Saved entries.
----

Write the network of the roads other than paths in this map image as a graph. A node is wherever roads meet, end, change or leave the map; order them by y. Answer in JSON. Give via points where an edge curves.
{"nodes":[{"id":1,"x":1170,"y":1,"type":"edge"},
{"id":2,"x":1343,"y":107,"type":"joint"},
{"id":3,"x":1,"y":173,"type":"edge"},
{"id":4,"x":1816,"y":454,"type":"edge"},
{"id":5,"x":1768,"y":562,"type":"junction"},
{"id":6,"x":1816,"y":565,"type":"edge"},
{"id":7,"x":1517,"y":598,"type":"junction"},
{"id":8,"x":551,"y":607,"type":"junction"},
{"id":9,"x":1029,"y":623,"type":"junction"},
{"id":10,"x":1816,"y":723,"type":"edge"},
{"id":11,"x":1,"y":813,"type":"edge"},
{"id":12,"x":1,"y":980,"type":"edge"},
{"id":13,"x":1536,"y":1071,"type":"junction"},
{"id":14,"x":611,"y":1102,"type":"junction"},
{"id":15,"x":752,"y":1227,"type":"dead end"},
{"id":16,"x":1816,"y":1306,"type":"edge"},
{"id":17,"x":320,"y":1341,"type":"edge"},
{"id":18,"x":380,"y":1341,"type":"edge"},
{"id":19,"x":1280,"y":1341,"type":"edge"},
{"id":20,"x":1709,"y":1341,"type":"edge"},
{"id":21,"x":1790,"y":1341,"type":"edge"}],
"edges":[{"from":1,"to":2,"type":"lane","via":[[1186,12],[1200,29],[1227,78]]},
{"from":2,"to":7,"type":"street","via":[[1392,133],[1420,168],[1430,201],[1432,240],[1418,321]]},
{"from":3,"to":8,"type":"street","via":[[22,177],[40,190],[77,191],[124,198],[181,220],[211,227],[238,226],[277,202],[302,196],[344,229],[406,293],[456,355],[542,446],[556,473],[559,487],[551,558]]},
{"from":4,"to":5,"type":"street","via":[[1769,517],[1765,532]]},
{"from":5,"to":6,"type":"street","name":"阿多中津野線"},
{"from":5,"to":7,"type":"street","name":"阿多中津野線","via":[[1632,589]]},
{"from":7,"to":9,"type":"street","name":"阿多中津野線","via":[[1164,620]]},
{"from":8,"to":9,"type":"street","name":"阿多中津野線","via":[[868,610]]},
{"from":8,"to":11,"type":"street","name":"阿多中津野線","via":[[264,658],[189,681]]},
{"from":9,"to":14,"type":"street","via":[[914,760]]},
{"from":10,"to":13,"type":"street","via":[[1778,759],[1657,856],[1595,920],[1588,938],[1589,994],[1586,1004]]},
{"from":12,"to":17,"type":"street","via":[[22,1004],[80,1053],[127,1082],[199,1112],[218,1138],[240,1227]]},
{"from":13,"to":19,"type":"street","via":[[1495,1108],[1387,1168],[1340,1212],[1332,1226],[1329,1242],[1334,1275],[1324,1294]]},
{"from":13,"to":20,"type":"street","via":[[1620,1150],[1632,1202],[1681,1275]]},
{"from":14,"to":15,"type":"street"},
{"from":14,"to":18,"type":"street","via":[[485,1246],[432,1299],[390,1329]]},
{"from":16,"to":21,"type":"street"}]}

----

Task directions. Reply with nothing but the number of lines in the entries above that hold the string "junction".

Task result. 6